OMOP_MEDS raw_input_dir=path/to/your/input root_output_dir=/path/to/your/output do_download=True ++do_demo=True

Example config for an OMOP dataset:

dataset_name: MIMIC_IV_OMOP
raw_dataset_version: 1.0
omop_version: 5.3

urls:
  dataset:
    - https://physionet.org/content/mimic-iv-demo-omop/0.9/
    - url: EXAMPLE_CONTROLLED_URL
      username: ${oc.env:DATASET_DOWNLOAD_USERNAME}
      password: ${oc.env:DATASET_DOWNLOAD_PASSWORD}
  demo:
    - https://physionet.org/content/mimic-iv-demo-omop/0.9/
  common:
    - EXAMPLE_SHARED_URL # Often used for shared metadata files

Run this with:

OMOP_MEDS ++DATASET_CFG=your_config.yaml raw_input_dir=path/to/your/input root_output_dir=/path/to/your/output \
do_download=True

Differences with the original meds_etl_omop

This package is designed as a more flexible and configurable alternative to the original meds_etl_omop package. We make a few important choices that have impact on your downstream training and task definitions:

  • We use the mapped concepts by default, which are more standardized across datasets and, for large, health systems can be more clean, especially if you are working with a limited tokenizer on a large dataset. You can still use the source concepts by setting ++prefer_source=True.
  • We use more tables than in the original meds_etl_omop package, which can lead to more complete patient histories. Watch for potential information leakage.
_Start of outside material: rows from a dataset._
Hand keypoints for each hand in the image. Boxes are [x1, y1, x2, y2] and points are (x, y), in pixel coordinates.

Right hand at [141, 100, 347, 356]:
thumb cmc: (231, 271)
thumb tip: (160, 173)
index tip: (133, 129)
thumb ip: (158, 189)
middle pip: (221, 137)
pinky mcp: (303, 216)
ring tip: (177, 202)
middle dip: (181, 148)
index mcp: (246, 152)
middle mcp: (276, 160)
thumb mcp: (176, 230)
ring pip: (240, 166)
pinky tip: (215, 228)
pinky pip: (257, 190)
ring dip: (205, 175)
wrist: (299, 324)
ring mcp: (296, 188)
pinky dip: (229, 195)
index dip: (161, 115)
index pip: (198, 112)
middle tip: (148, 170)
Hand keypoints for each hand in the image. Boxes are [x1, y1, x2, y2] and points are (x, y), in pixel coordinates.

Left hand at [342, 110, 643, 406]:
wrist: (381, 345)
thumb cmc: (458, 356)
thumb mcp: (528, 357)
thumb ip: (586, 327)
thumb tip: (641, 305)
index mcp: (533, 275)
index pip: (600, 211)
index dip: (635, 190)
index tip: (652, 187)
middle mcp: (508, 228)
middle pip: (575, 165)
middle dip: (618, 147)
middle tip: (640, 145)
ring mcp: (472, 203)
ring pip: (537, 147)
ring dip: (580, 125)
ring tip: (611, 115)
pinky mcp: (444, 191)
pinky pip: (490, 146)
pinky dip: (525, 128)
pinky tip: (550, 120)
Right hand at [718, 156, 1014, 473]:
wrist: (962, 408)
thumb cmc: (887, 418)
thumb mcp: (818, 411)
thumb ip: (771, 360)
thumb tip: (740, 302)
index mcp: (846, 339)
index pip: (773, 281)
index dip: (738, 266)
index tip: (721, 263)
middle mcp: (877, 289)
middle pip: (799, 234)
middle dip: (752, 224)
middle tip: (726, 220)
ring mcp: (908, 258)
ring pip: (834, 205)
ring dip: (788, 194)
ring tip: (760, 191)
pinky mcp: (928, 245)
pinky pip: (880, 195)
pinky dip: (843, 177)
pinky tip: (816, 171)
You can change your table configs in pre_MEDS.yaml and event_configs.yaml
  • This package is more resource intensive, please adjust your n_shards and watch your memory usage.

Pre-MEDS settings

The following settings can be used to configure the pre-MEDS steps.

OMOP_MEDS \
	root_output_dir=/sc/arion/projects/hpims-hpi/projects/foundation_models_ehr/cohorts/meds_debug/small_demo \
	raw_input_dir=/sc/arion/projects/hpims-hpi/projects/foundation_models_ehr/cohorts/full_omop \
	do_download=False ++do_overwrite=True ++limit_subjects=50
  • root_output_dir: Set the root output directory.
  • raw_input_dir: Path to the raw input directory.
  • do_download: Set to False to skip downloading the dataset.
  • ++do_overwrite: Set to True to overwrite existing files.
  • ++limit_subjects: Limit the number of subjects to process.

MEDS-transforms settings

If you want to convert a large dataset, you can use parallelization with MEDS-transforms (the MEDS-transformation step that takes the longest).
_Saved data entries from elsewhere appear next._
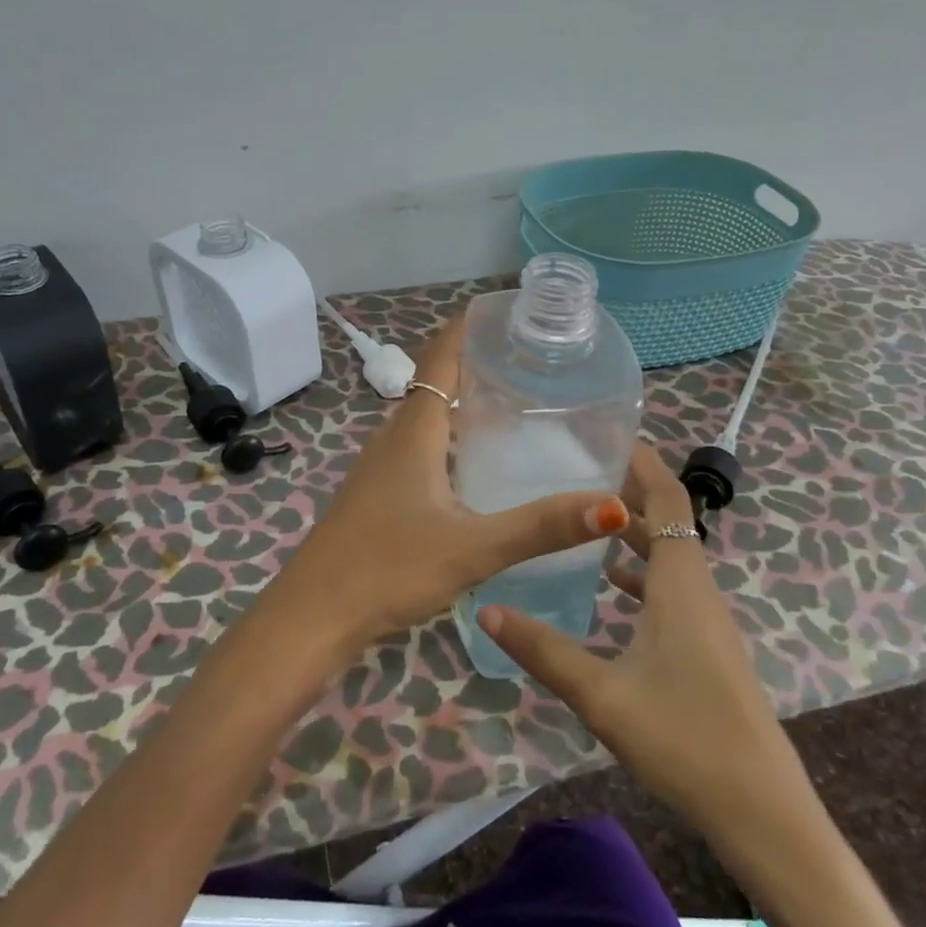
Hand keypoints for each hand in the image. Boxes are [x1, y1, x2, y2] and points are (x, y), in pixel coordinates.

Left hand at [271, 312, 630, 654]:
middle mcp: (394, 437)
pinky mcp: (378, 492)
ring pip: (428, 417)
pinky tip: (475, 464)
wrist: (314, 614)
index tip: (507, 311)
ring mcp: (381, 465)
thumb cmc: (389, 568)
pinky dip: (450, 436)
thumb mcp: (472, 548)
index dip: (467, 328)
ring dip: (463, 401)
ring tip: (514, 403)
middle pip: (437, 383)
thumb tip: (611, 504)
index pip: (441, 358)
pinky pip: (420, 446)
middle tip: (531, 360)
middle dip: (477, 362)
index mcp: (415, 431)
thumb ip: (540, 527)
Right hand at [480, 444, 815, 843]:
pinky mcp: (708, 648)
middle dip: (629, 495)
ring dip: (636, 535)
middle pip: (669, 523)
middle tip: (579, 474)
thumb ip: (542, 650)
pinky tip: (614, 590)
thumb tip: (486, 609)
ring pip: (671, 558)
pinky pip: (674, 590)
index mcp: (681, 583)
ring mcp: (708, 621)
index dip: (644, 464)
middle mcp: (699, 591)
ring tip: (587, 524)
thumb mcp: (602, 694)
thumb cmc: (684, 738)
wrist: (762, 811)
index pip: (669, 501)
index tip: (609, 436)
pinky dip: (645, 575)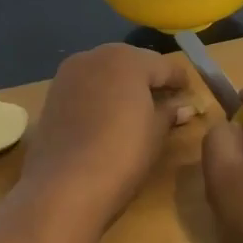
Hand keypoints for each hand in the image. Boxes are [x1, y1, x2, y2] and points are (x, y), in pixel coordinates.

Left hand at [21, 43, 189, 227]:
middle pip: (131, 63)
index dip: (180, 81)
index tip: (190, 95)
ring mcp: (68, 75)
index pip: (164, 65)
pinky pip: (84, 88)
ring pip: (104, 73)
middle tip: (165, 101)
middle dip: (148, 79)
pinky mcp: (51, 96)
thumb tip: (183, 107)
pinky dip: (99, 97)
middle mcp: (95, 57)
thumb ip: (169, 113)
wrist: (64, 185)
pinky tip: (106, 118)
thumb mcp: (155, 134)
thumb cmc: (122, 154)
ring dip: (121, 87)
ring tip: (136, 111)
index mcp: (127, 60)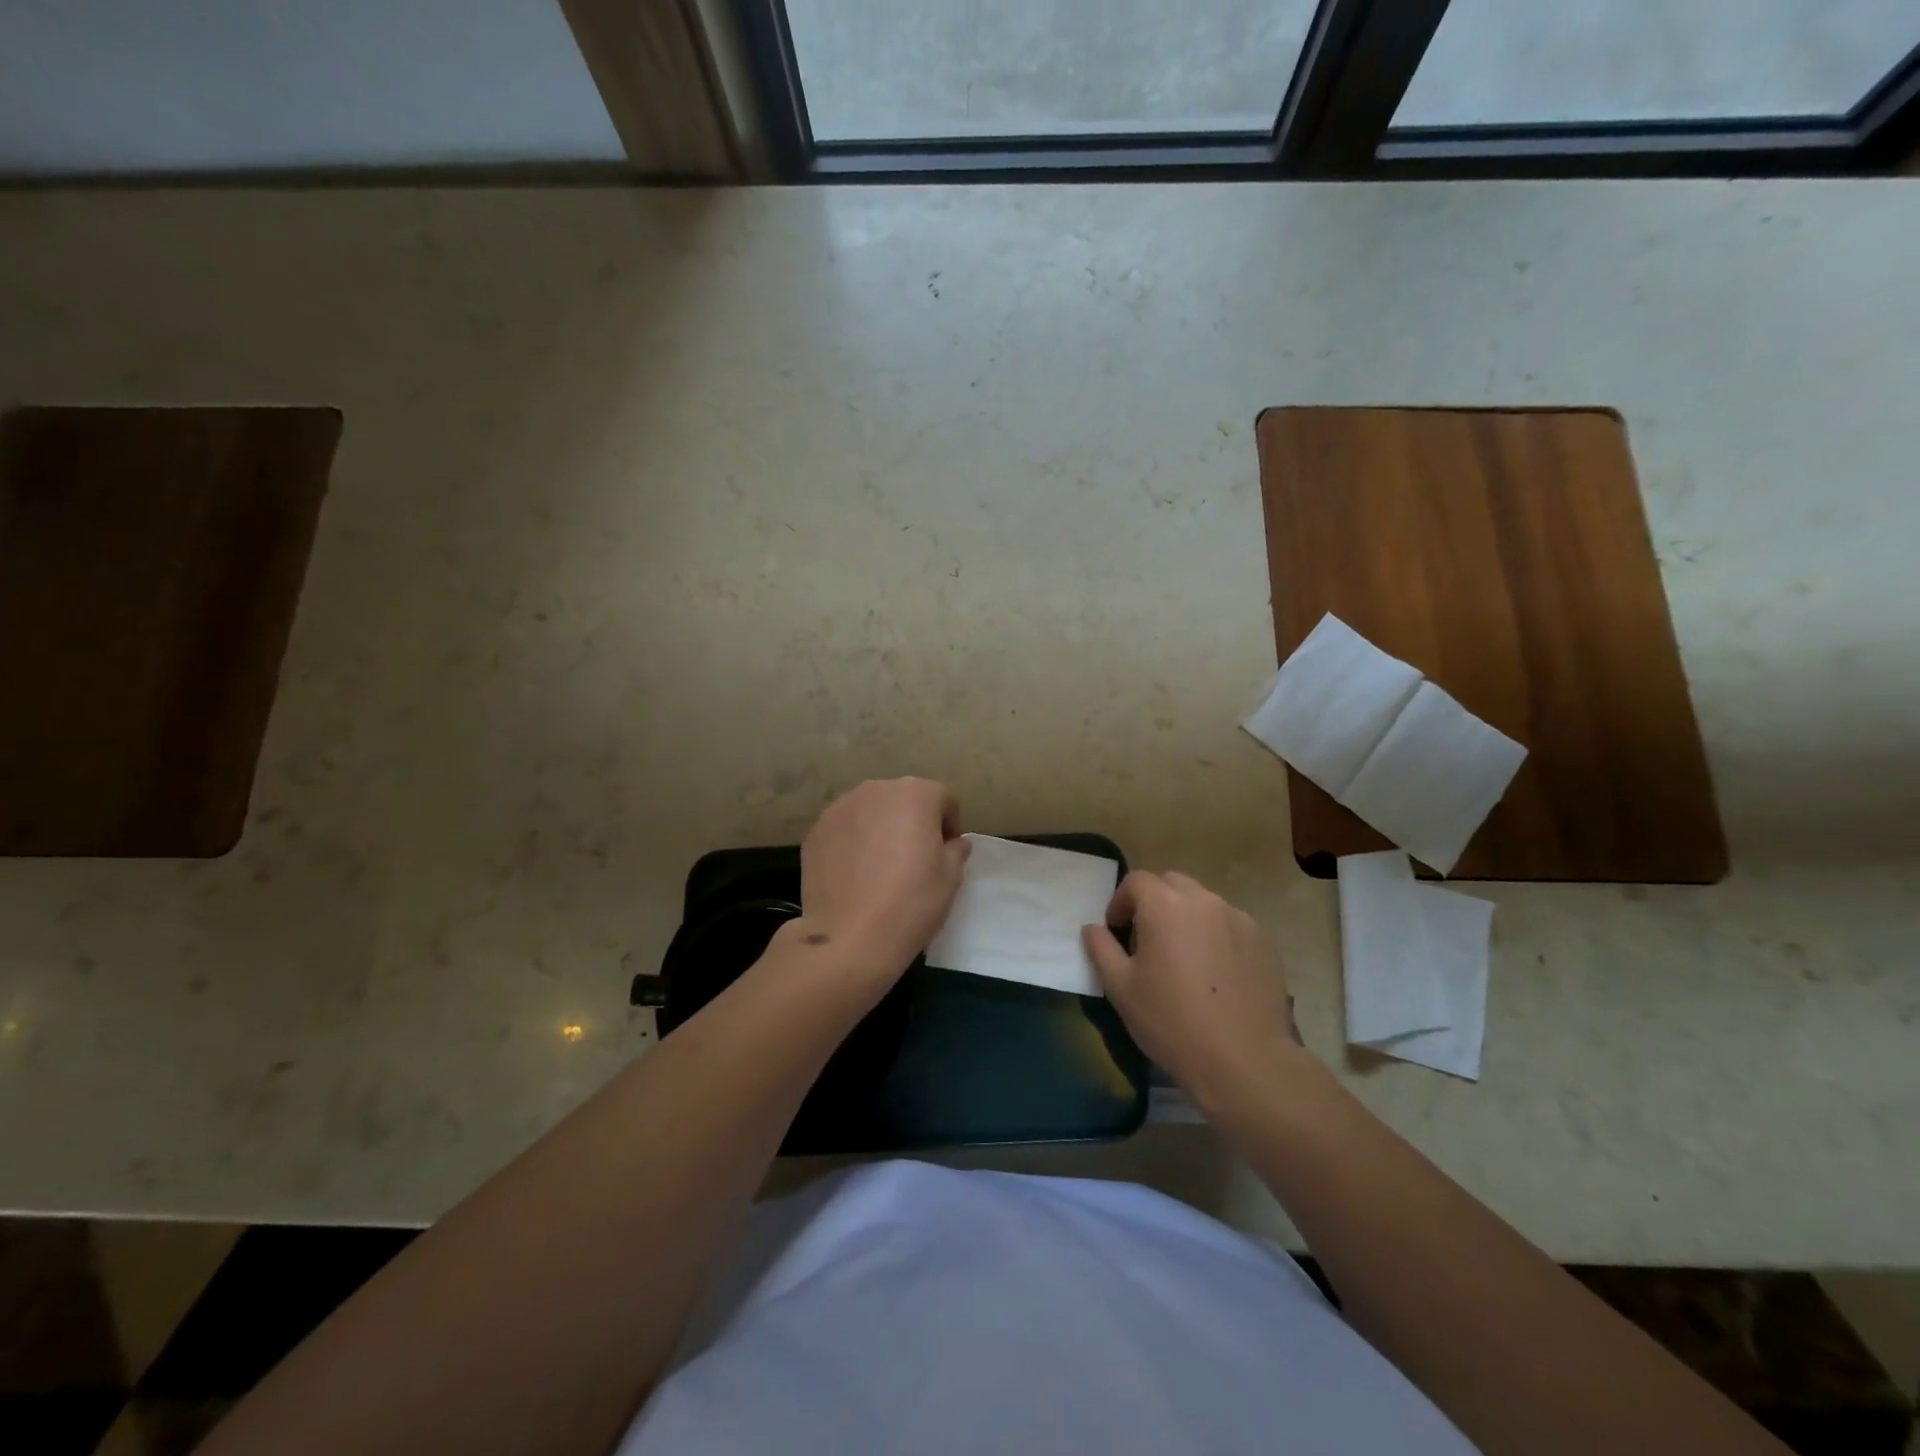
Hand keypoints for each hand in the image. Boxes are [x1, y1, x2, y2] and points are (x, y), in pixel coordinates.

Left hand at [797, 777, 969, 986]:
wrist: (850, 938)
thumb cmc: (911, 902)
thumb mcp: (951, 877)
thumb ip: (955, 849)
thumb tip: (952, 842)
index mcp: (915, 793)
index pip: (942, 798)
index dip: (949, 824)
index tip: (945, 852)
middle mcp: (876, 789)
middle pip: (903, 799)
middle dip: (913, 821)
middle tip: (914, 858)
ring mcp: (840, 808)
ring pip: (871, 812)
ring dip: (881, 829)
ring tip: (881, 866)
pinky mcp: (816, 830)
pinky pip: (845, 829)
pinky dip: (853, 842)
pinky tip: (855, 874)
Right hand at [1082, 871, 1303, 1111]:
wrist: (1244, 1060)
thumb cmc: (1171, 1022)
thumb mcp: (1120, 988)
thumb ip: (1101, 949)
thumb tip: (1093, 928)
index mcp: (1164, 906)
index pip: (1136, 881)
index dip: (1121, 901)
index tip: (1117, 930)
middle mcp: (1203, 901)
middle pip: (1172, 884)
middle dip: (1154, 903)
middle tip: (1148, 940)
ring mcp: (1238, 918)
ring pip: (1203, 904)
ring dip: (1187, 918)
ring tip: (1184, 958)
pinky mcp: (1263, 941)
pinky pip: (1230, 925)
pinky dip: (1216, 936)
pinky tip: (1216, 974)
Using local parallelization with the hydra-joblib-launcher package, you can set the number of workers:

pip install hydra-joblib-launcher --upgrade

Then, you can set the number of workers as environment variable:

export N_WORKERS=8

Moreover, you can set the number of subjects per shard to balance the parallelization overhead based on how many subjects you have in your dataset:

export N_SUBJECTS_PER_SHARD=100000

The MIMIC-IV OMOP Dataset

We use the demo dataset for MIMIC-IV in the OMOP format, which is a subset of the MIMIC-IV dataset. This dataset downloaded from Physionet does not include the standard dictionary linking definitions but should otherwise be functional

Particularities

  • Care site is added to the visit as text
  • Add support for care_site table (visit_detail)

Citation

If you use this dataset, please use the citation link in Github.

Project details


Download files

Download the file for your platform. If you're not sure which to choose, learn more about installing packages.

Source Distribution

omop_meds-0.1.0.tar.gz (912.3 kB view details)

Uploaded Source

Built Distribution

If you're not sure about the file name format, learn more about wheel file names.

omop_meds-0.1.0-py3-none-any.whl (30.6 kB view details)

Uploaded Python 3

File details

Details for the file omop_meds-0.1.0.tar.gz.

File metadata

  • Download URL: omop_meds-0.1.0.tar.gz
  • Upload date:
  • Size: 912.3 kB
  • Tags: Source
  • Uploaded using Trusted Publishing? Yes
  • Uploaded via: twine/6.1.0 CPython/3.13.7

File hashes

Hashes for omop_meds-0.1.0.tar.gz
Algorithm Hash digest
SHA256 1b88372560b31721901fe788948e79865d1513f3fecabb761a562aab6b6cf319
MD5 2d7193f3b53ee6821d51a1e76ac8c06b
BLAKE2b-256 c207660a6324291365d20fc11b47f3e16ad19136eb1d6e4cbfab2d5ecc4f1fca

See more details on using hashes here.

Provenance

The following attestation bundles were made for omop_meds-0.1.0.tar.gz:

Publisher: python-build.yaml on rvandewater/OMOP_MEDS

Attestations: Values shown here reflect the state when the release was signed and may no longer be current.

File details

Details for the file omop_meds-0.1.0-py3-none-any.whl.

File metadata

  • Download URL: omop_meds-0.1.0-py3-none-any.whl
  • Upload date:
  • Size: 30.6 kB
  • Tags: Python 3
  • Uploaded using Trusted Publishing? Yes
  • Uploaded via: twine/6.1.0 CPython/3.13.7

File hashes

Hashes for omop_meds-0.1.0-py3-none-any.whl
Algorithm Hash digest
SHA256 559f7e8823cd1ae3467215439b2a622a9c68454e207231405d950949b60f30a7
MD5 6fee7f7cc9558a7be26f892f6c2dd65f
BLAKE2b-256 7cc332cc3292d4fff92d32f355506a2551e8e85f7423ad878a1fdd9fb2f19420

See more details on using hashes here.

Provenance

The following attestation bundles were made for omop_meds-0.1.0-py3-none-any.whl:

Publisher: python-build.yaml on rvandewater/OMOP_MEDS

Attestations: Values shown here reflect the state when the release was signed and may no longer be current.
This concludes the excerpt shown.